Cottern ist einer der kleinsten Weiler von Sappada. Er erscheint wie eine Verlängerung der nahe gelegenen Siedlung Mühlbach, während im Osten die Abtrennung vom Weiler Hoffe durch Wiesenflächen deutlich wird.

Am Straßenrand befindet sich eine kleine der Dreieinigkeit gewidmete Nischenkapelle, die Lexànd(e)rsmaindl genannt wird. Ihre Lage zeigt, wie die alte Straße auf einer niedrigeren Höhe verlief, die hier auch durch die teilweise erfolgte Aufschüttung anschaulich wird. In unmittelbarer Nähe steht ein Brunnen, und in östlicher Randlage, auf der mit Wiesen bedeckten Talseite, befindet sich ein Kruzifix. Diese beiden Bezugselemente machen das Bild des Weilers vollständig. Eine weitere kleine Kapelle befindet sich am Waldrand. Diese wurde von einem Pladner als Votivgabe errichtet, weil er bei einem Unfall im Winter mit heiler Haut davongekommen war.

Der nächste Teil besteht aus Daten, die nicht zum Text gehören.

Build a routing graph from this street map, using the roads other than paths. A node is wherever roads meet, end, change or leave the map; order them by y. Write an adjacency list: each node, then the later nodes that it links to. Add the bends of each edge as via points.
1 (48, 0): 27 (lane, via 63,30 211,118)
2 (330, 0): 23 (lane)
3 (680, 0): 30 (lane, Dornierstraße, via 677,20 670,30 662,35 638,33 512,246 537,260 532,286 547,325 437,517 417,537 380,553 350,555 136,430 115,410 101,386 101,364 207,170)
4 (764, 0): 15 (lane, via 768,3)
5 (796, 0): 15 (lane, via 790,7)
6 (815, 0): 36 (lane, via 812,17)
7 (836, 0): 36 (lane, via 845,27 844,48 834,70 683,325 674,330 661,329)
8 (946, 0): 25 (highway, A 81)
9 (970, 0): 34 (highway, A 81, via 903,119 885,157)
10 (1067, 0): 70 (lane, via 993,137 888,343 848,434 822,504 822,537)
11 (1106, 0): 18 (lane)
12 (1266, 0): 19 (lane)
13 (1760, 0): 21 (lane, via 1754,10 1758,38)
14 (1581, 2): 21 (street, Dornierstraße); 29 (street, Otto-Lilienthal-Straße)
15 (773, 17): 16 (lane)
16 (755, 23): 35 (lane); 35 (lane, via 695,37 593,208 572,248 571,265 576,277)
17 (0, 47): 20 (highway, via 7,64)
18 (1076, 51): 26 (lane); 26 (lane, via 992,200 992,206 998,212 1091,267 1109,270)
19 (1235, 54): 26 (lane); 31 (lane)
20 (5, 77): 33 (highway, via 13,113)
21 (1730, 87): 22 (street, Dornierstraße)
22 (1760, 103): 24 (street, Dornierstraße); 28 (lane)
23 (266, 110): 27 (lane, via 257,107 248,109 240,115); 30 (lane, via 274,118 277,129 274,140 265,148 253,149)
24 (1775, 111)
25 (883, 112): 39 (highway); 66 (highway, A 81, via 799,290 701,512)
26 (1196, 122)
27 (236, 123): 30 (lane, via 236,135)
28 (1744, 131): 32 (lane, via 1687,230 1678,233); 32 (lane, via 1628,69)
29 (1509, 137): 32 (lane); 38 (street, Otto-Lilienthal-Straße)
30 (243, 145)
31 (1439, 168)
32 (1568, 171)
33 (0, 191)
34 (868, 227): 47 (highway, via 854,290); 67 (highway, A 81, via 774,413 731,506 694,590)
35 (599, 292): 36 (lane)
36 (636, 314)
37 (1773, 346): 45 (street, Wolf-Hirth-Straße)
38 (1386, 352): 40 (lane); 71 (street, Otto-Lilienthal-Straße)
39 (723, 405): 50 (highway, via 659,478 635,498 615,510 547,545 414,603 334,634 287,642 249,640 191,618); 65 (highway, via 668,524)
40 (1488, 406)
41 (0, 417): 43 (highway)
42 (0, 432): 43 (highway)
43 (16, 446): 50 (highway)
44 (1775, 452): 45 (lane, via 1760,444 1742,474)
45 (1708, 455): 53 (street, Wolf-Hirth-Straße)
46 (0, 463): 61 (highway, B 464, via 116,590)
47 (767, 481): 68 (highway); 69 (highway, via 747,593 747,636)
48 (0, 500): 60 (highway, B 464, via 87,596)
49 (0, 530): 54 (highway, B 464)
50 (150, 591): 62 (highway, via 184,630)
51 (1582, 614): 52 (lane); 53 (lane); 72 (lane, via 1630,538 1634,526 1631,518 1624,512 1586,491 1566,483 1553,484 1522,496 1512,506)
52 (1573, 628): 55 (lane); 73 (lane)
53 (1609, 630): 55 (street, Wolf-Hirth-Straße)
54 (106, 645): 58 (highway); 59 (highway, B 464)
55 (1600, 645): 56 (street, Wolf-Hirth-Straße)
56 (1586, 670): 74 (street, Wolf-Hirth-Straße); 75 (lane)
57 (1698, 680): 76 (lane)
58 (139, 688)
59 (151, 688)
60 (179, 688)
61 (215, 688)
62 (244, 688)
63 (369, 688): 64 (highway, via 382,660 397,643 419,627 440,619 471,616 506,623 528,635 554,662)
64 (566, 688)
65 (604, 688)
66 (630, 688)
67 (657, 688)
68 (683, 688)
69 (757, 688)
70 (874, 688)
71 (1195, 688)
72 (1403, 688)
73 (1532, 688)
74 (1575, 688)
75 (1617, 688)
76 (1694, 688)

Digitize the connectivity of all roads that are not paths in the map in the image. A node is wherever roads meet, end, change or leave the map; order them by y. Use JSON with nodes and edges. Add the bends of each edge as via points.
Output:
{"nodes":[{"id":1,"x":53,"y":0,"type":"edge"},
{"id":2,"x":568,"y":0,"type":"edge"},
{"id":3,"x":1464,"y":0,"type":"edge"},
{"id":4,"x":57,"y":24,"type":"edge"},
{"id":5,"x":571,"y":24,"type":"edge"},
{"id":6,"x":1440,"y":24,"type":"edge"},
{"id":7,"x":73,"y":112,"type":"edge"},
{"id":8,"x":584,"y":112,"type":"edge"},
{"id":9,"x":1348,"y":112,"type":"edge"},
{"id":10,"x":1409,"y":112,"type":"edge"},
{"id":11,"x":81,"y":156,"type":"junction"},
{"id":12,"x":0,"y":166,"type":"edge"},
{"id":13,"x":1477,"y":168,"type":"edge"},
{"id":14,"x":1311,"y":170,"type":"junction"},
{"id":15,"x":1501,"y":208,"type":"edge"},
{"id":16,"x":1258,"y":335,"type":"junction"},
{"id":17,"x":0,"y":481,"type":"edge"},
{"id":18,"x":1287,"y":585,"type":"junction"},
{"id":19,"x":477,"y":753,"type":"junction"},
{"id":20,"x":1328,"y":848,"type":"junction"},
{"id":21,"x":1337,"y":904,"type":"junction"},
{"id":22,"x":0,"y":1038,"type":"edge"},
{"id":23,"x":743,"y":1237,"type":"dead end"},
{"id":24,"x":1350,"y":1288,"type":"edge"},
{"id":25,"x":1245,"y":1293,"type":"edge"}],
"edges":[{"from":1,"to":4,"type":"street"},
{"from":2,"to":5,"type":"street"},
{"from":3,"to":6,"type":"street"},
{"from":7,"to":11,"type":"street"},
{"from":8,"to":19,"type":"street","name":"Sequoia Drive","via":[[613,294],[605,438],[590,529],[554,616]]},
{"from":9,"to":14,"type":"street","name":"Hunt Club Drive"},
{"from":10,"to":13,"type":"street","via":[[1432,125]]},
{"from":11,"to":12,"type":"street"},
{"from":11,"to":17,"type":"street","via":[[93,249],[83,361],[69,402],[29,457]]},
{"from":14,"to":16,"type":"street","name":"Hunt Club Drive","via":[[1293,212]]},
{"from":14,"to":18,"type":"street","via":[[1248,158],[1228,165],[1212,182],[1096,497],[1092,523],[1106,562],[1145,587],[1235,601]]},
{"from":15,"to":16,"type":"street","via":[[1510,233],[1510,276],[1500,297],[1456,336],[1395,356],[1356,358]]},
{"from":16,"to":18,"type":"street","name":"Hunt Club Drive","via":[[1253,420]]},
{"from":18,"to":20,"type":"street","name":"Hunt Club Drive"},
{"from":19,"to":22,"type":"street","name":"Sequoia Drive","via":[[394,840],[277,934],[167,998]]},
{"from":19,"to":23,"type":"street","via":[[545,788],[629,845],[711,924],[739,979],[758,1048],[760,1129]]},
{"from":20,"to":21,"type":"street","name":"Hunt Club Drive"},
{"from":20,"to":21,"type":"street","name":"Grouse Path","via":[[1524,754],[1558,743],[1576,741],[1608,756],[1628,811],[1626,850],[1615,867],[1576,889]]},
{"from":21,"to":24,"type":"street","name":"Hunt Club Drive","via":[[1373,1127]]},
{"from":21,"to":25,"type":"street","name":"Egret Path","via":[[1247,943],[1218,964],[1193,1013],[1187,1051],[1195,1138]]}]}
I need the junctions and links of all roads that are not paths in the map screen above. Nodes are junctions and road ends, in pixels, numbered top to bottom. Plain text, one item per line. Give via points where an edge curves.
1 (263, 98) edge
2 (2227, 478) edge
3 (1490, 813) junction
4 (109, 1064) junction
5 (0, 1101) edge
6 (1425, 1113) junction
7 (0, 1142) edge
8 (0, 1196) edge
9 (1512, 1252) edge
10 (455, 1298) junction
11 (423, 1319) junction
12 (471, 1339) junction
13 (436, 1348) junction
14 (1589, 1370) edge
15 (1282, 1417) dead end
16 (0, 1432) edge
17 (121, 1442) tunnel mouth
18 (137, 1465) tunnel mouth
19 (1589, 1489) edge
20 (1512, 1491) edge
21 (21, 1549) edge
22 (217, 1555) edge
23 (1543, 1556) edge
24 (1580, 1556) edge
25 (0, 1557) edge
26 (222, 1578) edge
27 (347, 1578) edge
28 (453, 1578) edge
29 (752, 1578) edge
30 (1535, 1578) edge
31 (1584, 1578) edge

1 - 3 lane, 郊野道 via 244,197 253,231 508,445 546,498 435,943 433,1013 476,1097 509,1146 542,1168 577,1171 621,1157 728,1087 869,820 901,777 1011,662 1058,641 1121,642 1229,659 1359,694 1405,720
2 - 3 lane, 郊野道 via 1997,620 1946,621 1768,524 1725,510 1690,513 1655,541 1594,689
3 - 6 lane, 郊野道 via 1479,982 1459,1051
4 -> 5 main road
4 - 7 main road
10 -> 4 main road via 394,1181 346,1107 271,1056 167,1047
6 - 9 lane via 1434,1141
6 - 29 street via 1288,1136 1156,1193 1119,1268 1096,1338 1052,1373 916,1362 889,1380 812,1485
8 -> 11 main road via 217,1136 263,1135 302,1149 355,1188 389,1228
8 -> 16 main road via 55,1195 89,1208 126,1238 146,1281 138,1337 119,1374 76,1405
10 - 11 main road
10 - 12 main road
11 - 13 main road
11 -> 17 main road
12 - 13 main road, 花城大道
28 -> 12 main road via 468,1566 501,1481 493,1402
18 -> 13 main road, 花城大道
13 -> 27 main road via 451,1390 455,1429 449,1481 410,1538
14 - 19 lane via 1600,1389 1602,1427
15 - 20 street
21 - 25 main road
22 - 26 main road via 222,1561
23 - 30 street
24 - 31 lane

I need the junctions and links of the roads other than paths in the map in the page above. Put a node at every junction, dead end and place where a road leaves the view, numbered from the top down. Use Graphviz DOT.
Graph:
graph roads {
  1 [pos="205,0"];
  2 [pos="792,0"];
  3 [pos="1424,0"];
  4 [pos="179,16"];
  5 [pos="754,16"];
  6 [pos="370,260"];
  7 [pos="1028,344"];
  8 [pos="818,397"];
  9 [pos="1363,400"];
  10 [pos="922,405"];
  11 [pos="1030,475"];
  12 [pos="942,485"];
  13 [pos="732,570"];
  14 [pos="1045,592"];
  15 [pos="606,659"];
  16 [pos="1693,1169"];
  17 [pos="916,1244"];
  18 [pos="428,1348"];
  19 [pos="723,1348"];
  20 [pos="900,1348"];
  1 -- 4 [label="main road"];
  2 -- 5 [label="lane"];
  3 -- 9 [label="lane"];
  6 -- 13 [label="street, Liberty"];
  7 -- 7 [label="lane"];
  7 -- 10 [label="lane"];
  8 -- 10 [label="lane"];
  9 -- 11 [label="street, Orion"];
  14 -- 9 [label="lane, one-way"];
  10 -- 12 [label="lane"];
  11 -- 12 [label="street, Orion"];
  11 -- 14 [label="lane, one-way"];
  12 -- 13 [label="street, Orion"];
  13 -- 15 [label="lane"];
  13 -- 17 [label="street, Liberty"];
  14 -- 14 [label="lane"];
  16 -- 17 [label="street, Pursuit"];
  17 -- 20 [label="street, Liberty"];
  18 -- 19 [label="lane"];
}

Die wenigen traditionellen Häuser sind von großem Interesse: Das dr'Idan - s'Spùssn-Haus ist mit dem neben dem Wohnhaus bergwärts liegenden Wirtschaftsgebäude ein Musterbeispiel eines Doppelhauses, das durch einen überdachten Steg miteinander verbunden ist, sowie das klassische s'Tìschlars - Iòcca-Haus und der komplexe Bau des s'Krùmpn - s'Gàigherlan-Hauses, das mit beidseitigen Seitenanbauten beachtlich erweitert wurde.